**Aim of the task**: Lines containing the word "Linsenbühl" are the ones to copy from the records below.

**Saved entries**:

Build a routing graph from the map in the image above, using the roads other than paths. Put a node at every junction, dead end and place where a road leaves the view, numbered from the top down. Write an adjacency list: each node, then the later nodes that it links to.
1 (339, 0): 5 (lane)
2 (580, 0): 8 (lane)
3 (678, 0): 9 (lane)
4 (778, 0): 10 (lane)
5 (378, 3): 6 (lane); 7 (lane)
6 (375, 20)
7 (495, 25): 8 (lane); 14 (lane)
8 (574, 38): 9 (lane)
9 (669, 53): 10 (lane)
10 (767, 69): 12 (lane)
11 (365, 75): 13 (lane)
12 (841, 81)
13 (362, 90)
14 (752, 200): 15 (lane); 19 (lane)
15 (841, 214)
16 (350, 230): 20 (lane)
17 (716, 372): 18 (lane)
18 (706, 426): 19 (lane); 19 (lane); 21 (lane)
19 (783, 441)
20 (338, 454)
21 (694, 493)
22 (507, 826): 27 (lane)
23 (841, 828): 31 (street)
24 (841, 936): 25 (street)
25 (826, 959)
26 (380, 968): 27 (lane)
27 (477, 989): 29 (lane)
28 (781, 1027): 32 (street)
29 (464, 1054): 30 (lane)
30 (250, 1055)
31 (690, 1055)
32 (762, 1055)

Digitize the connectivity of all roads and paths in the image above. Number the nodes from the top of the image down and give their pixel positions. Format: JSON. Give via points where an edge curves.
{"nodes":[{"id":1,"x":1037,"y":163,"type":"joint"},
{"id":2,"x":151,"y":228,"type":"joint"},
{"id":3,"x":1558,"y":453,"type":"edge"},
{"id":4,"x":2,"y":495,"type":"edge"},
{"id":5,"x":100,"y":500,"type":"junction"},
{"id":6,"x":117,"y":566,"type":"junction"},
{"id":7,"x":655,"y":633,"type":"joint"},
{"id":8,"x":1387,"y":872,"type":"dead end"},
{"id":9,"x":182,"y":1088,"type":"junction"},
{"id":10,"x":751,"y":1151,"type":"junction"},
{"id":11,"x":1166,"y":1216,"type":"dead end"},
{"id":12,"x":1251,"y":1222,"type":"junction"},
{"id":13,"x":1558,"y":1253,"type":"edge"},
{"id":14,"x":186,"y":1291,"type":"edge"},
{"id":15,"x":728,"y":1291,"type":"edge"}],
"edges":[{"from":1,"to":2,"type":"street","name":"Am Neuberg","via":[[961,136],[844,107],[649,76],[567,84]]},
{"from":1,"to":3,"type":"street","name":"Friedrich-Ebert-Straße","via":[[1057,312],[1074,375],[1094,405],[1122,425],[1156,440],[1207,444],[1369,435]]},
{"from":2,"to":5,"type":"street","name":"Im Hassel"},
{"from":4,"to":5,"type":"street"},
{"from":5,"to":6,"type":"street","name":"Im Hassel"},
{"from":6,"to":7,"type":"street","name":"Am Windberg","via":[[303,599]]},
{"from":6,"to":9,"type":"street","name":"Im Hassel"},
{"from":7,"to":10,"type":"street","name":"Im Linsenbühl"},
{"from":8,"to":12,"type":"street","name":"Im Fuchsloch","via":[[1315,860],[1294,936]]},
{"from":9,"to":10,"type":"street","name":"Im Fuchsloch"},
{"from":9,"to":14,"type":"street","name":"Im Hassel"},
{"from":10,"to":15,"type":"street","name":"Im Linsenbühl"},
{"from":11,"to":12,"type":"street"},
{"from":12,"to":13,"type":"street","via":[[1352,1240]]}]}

**Your solution**:
{"from":7,"to":10,"type":"street","name":"Im Linsenbühl"},
{"from":10,"to":15,"type":"street","name":"Im Linsenbühl"},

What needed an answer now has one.